Ma perché non si pratica la delazione o, per dirla chiara, non si fa la spiata? So bene che la parola delazione suscita orrore perché alla sua base ci sono sempre, o quasi sempre, ragioni deplorevoli (lucro, vendetta, servilismo), ma se invece il fine è pulito, ovvero il decoro dei luoghi pubblici, delle strade, dei giardini, dei marciapiedi, delle insegne, di quei luoghi, insomma, ai quali tutti noi dedichiamo, usufruendone, importanti porzioni del nostro tempo, in questo caso, lasciatemelo dire, la spiata è sacrosanta. Sacrosanta due volte.
La prima perché mette ciascuno di noi nelle condizioni d’essere attore, protagonista, corresponsabile della tutela del bene comune; la seconda perché l’autorità pubblica – polizia municipale innanzitutto – deve sentirsi stimolata a controllare, sapendo d’avere addosso l’occhio aguzzo dello spione.

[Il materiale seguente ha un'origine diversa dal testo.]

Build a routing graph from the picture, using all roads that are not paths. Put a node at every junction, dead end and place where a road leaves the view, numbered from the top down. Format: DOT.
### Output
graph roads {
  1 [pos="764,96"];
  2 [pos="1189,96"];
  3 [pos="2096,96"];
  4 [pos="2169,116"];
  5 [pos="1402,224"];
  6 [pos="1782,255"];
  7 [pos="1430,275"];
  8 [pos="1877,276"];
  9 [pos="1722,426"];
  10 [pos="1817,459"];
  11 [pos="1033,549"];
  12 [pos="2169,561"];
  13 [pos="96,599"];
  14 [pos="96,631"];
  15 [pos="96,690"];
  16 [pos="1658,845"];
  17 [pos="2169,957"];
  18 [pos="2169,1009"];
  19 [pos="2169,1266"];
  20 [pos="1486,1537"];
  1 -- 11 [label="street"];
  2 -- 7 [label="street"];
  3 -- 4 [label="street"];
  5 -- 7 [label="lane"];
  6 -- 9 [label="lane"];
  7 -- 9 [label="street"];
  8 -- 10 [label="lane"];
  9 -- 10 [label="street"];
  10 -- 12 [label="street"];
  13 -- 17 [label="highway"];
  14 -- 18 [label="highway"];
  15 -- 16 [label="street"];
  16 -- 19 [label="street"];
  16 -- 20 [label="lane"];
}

Faccio qualche esempio per farmi capire. Se qualcuno nota che il cane del vicino è condotto a spasso senza guinzaglio e viene lasciato cacare in libertà sui marciapiedi o nei giardinetti e quel proprietario non raccoglie gli escrementi come gli è imposto, chi segnala il suo comportamento incivile e invia foto e testimonianza, ebbene costui merita l’apprezzamento di tutti perché s’è assunto il dovere di fare ciò che l’autorità non ha fatto.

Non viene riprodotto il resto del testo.